*Data section:*

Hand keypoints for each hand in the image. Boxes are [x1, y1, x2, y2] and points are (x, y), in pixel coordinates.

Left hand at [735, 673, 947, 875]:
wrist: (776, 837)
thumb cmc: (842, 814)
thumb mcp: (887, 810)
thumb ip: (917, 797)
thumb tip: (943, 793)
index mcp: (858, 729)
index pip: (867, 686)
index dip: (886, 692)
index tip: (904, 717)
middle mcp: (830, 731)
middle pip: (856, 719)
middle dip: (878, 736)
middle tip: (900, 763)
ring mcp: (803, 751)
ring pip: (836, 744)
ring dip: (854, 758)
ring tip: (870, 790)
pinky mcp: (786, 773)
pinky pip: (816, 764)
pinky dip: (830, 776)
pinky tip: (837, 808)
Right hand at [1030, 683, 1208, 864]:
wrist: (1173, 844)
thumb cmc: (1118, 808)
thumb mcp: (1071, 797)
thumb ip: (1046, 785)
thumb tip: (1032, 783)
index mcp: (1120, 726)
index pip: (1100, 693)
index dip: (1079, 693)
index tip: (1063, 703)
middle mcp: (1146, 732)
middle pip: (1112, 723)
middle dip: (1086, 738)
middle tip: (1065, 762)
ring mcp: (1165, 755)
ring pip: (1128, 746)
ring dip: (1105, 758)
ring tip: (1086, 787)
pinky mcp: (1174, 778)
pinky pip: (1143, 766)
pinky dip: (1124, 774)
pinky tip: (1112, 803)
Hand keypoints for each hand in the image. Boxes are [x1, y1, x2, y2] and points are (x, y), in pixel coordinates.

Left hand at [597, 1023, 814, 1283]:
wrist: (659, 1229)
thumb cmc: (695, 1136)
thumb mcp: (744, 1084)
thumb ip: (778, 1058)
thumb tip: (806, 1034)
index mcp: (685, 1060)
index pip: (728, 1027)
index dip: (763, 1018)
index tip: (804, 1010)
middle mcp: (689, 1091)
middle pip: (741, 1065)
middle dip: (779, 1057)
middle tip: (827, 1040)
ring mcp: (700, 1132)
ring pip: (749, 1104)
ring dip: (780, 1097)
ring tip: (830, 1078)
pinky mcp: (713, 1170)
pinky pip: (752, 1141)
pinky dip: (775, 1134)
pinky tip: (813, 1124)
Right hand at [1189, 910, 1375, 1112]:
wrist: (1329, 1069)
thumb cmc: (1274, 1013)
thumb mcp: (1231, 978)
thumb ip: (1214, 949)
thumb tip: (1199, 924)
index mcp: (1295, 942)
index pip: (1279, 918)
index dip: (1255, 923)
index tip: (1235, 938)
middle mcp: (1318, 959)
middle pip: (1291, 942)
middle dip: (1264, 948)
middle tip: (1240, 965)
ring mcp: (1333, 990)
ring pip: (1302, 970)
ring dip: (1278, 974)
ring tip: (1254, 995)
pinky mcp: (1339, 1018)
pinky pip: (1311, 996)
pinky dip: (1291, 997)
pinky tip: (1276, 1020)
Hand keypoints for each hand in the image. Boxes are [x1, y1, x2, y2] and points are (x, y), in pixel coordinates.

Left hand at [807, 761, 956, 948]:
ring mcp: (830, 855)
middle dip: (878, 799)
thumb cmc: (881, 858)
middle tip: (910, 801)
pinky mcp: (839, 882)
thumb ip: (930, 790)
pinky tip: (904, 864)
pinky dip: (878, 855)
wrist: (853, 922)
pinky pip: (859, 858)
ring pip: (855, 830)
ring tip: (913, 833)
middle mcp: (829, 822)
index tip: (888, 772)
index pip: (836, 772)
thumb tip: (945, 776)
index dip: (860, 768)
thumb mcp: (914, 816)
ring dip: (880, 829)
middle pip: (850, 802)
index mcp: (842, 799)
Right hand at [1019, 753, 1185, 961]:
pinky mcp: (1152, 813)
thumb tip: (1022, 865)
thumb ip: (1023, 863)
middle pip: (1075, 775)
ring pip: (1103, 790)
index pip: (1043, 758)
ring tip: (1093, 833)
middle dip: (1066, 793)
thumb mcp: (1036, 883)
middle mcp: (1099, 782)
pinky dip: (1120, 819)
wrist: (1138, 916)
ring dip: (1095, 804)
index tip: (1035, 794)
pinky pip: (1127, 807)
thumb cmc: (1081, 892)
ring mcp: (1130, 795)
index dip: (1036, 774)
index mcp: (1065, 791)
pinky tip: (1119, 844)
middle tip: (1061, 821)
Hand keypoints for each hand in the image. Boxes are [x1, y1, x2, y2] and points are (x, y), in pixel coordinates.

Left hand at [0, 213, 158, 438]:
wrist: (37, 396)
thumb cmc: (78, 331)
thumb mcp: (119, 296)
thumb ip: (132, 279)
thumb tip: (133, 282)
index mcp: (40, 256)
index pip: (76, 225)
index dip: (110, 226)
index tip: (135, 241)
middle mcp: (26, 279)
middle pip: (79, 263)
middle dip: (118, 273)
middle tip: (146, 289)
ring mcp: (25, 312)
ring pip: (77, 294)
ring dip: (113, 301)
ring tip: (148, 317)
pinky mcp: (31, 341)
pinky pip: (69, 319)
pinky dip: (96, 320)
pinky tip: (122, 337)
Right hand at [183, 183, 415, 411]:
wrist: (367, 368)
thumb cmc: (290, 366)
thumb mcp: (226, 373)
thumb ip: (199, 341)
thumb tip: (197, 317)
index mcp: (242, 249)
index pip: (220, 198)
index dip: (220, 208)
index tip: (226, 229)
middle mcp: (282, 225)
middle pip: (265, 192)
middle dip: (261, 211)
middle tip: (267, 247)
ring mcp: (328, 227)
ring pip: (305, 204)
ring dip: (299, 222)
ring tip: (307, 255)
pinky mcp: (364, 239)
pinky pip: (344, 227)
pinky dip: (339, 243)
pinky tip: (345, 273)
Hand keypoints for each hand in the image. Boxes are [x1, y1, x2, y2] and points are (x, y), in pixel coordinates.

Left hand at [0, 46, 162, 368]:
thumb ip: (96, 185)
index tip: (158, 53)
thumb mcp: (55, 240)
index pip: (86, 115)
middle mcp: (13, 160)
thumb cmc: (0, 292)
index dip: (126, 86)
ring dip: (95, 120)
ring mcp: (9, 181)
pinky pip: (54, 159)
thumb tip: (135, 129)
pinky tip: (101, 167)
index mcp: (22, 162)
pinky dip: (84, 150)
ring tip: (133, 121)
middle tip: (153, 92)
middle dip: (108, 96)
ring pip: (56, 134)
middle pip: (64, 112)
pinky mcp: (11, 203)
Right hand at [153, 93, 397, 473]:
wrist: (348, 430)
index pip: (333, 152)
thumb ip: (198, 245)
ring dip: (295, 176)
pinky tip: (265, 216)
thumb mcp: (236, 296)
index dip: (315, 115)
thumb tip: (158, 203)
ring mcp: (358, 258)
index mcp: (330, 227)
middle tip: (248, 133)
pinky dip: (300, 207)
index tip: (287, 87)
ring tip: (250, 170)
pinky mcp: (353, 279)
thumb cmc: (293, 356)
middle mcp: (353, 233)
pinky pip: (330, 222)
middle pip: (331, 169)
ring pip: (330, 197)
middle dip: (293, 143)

*Task description:*
Only the lines above from the one with "ring mcp: (1333, 990)" up to and including the one with "pinky tip: (904, 864)" should be repeated, exactly as written.

*Response below:*
ring mcp: (1333, 990)
ring pip: (1302, 970)
ring dip: (1278, 974)
ring tip: (1254, 995)
pinky mcp: (1339, 1018)
pinky pip: (1311, 996)
pinky dip: (1291, 997)
pinky tip: (1276, 1020)
Hand keypoints for each hand in the image. Boxes are [x1, y1, x2, y2] and points are (x, y), in pixel coordinates.

Left hand at [807, 761, 956, 948]:
ring mcp: (830, 855)
middle dip: (878, 799)
thumb cmc: (881, 858)
middle tip: (910, 801)
pinky mcp: (839, 882)
thumb ip: (930, 790)
pinky tip: (904, 864)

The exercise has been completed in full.